■ Stored data:
[Start of Attachment]
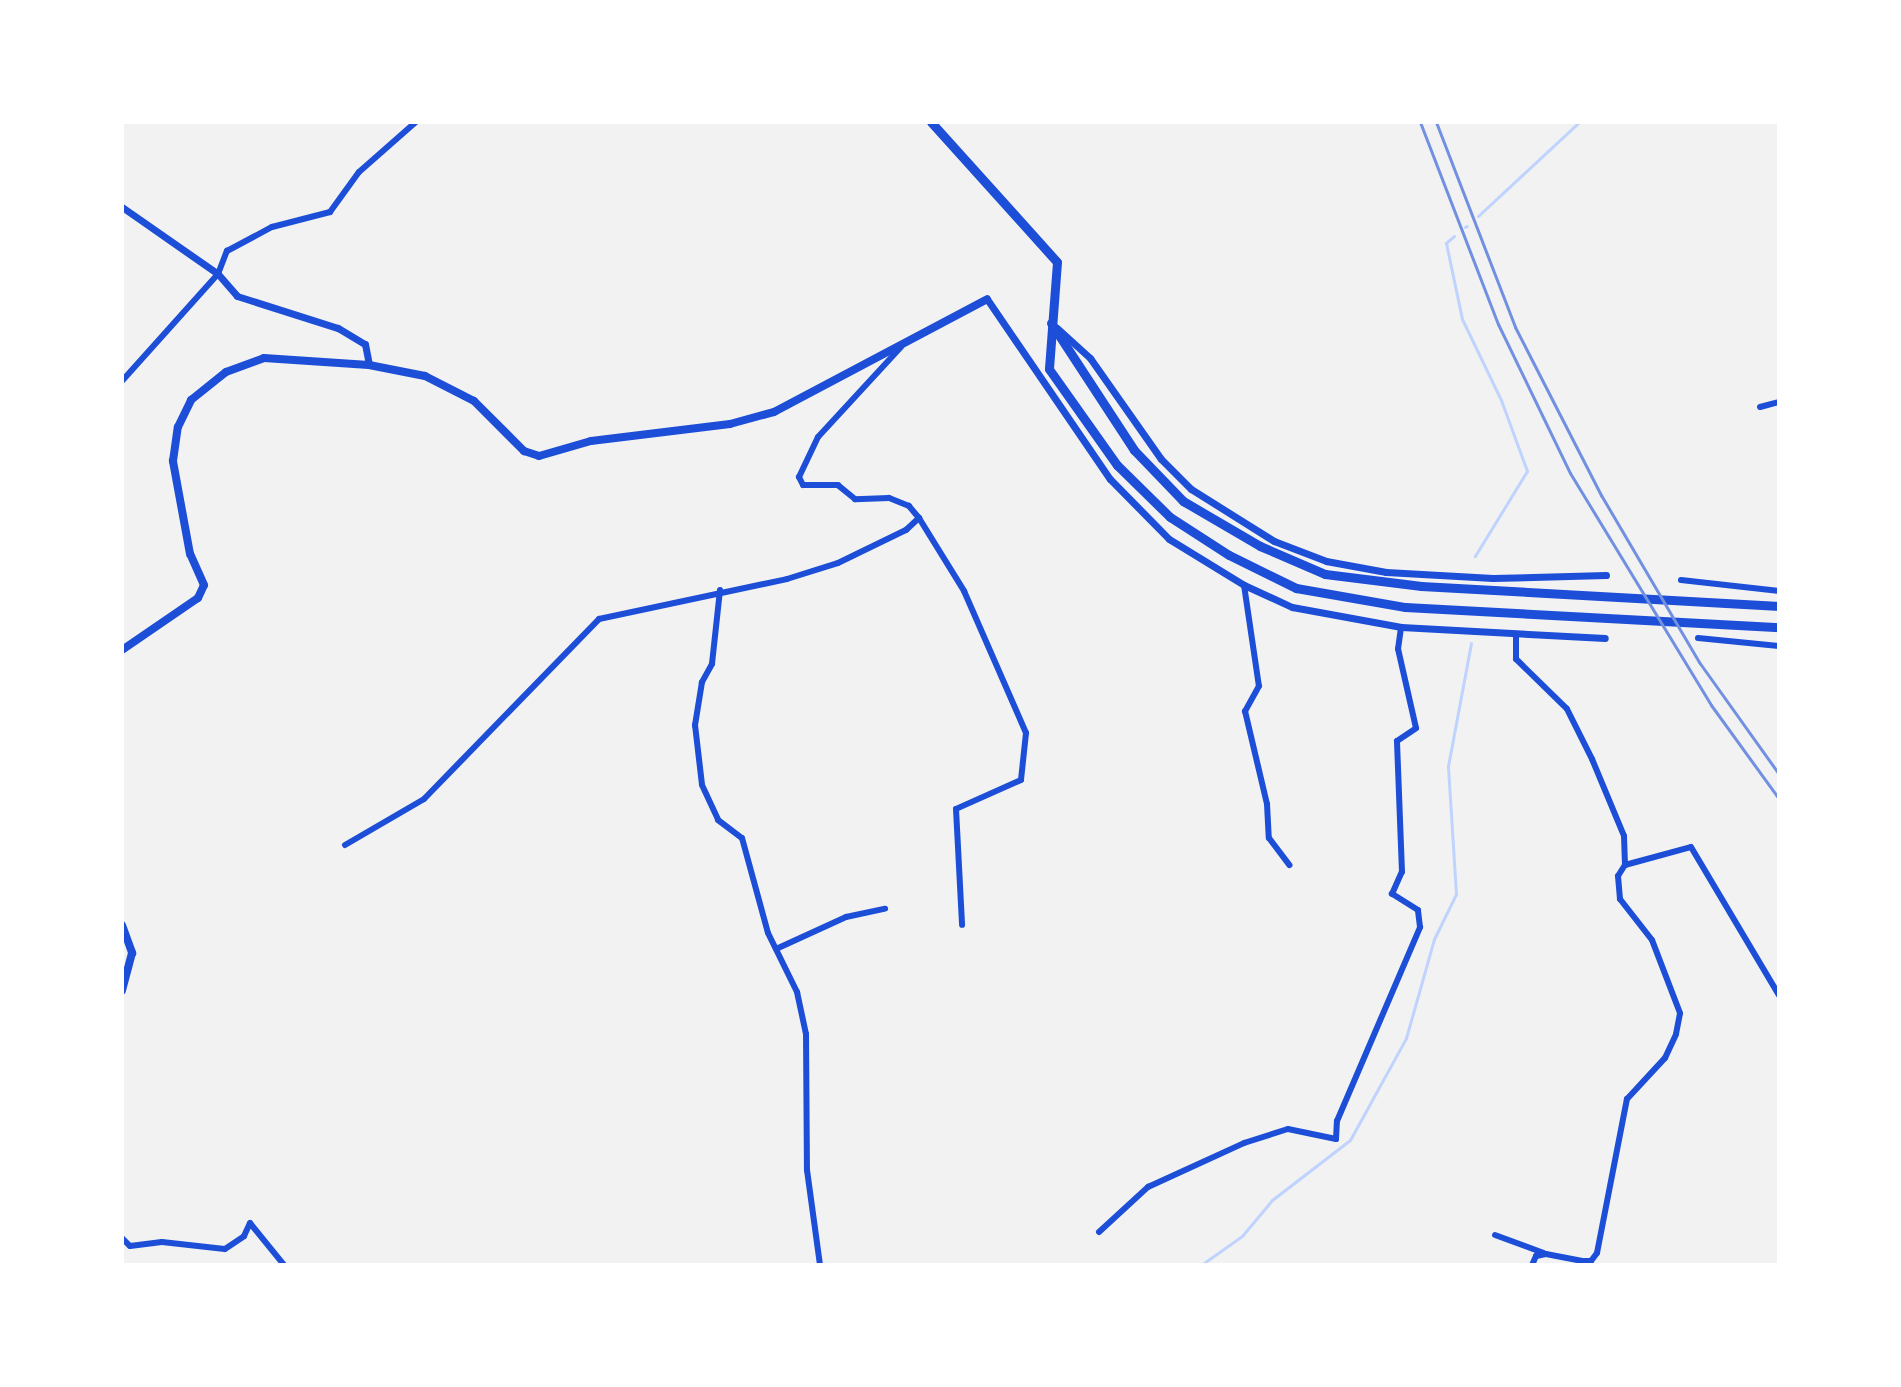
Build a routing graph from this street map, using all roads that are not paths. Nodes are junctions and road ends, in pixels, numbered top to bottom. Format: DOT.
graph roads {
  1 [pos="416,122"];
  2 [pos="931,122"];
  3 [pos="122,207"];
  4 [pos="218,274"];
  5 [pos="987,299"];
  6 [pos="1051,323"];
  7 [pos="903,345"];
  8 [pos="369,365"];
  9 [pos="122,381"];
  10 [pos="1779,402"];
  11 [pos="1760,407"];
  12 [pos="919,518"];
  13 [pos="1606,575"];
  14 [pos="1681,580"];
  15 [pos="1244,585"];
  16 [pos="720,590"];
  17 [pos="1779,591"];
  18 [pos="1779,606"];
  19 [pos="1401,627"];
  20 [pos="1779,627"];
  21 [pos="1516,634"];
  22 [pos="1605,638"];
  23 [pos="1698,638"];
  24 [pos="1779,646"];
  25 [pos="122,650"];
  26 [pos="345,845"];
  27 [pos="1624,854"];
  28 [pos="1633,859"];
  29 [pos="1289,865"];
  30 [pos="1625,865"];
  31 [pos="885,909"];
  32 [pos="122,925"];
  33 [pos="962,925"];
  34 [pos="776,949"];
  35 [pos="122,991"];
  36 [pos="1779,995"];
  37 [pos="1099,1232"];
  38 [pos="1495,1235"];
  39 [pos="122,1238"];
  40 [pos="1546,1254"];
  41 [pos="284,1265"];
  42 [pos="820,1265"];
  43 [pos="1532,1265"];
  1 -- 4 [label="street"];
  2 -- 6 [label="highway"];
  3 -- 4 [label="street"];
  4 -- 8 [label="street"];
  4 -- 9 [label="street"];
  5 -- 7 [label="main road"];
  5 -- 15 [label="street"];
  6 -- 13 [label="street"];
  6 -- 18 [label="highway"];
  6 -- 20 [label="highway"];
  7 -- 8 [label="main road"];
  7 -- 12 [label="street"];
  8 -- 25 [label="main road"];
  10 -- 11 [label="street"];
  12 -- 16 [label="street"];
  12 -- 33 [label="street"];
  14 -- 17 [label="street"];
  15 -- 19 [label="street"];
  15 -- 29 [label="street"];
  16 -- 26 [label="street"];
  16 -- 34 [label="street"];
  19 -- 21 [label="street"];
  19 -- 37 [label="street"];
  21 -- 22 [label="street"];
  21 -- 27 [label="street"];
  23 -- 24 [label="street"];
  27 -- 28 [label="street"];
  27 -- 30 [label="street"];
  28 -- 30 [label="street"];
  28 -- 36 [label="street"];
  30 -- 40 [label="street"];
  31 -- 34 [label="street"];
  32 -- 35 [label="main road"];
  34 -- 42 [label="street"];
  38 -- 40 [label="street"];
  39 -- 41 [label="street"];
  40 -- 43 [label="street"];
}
[End of Attachment]
■ What you have to do:
Your copy should restate every record word for word and contain no pictures.

■ Reply:
Build a routing graph from this street map, using all roads that are not paths. Nodes are junctions and road ends, in pixels, numbered top to bottom. Format: DOT.
graph roads {
  1 [pos="416,122"];
  2 [pos="931,122"];
  3 [pos="122,207"];
  4 [pos="218,274"];
  5 [pos="987,299"];
  6 [pos="1051,323"];
  7 [pos="903,345"];
  8 [pos="369,365"];
  9 [pos="122,381"];
  10 [pos="1779,402"];
  11 [pos="1760,407"];
  12 [pos="919,518"];
  13 [pos="1606,575"];
  14 [pos="1681,580"];
  15 [pos="1244,585"];
  16 [pos="720,590"];
  17 [pos="1779,591"];
  18 [pos="1779,606"];
  19 [pos="1401,627"];
  20 [pos="1779,627"];
  21 [pos="1516,634"];
  22 [pos="1605,638"];
  23 [pos="1698,638"];
  24 [pos="1779,646"];
  25 [pos="122,650"];
  26 [pos="345,845"];
  27 [pos="1624,854"];
  28 [pos="1633,859"];
  29 [pos="1289,865"];
  30 [pos="1625,865"];
  31 [pos="885,909"];
  32 [pos="122,925"];
  33 [pos="962,925"];
  34 [pos="776,949"];
  35 [pos="122,991"];
  36 [pos="1779,995"];
  37 [pos="1099,1232"];
  38 [pos="1495,1235"];
  39 [pos="122,1238"];
  40 [pos="1546,1254"];
  41 [pos="284,1265"];
  42 [pos="820,1265"];
  43 [pos="1532,1265"];
  1 -- 4 [label="street"];
  2 -- 6 [label="highway"];
  3 -- 4 [label="street"];
  4 -- 8 [label="street"];
  4 -- 9 [label="street"];
  5 -- 7 [label="main road"];
  5 -- 15 [label="street"];
  6 -- 13 [label="street"];
  6 -- 18 [label="highway"];
  6 -- 20 [label="highway"];
  7 -- 8 [label="main road"];
  7 -- 12 [label="street"];
  8 -- 25 [label="main road"];
  10 -- 11 [label="street"];
  12 -- 16 [label="street"];
  12 -- 33 [label="street"];
  14 -- 17 [label="street"];
  15 -- 19 [label="street"];
  15 -- 29 [label="street"];
  16 -- 26 [label="street"];
  16 -- 34 [label="street"];
  19 -- 21 [label="street"];
  19 -- 37 [label="street"];
  21 -- 22 [label="street"];
  21 -- 27 [label="street"];
  23 -- 24 [label="street"];
  27 -- 28 [label="street"];
  27 -- 30 [label="street"];
  28 -- 30 [label="street"];
  28 -- 36 [label="street"];
  30 -- 40 [label="street"];
  31 -- 34 [label="street"];
  32 -- 35 [label="main road"];
  34 -- 42 [label="street"];
  38 -- 40 [label="street"];
  39 -- 41 [label="street"];
  40 -- 43 [label="street"];
}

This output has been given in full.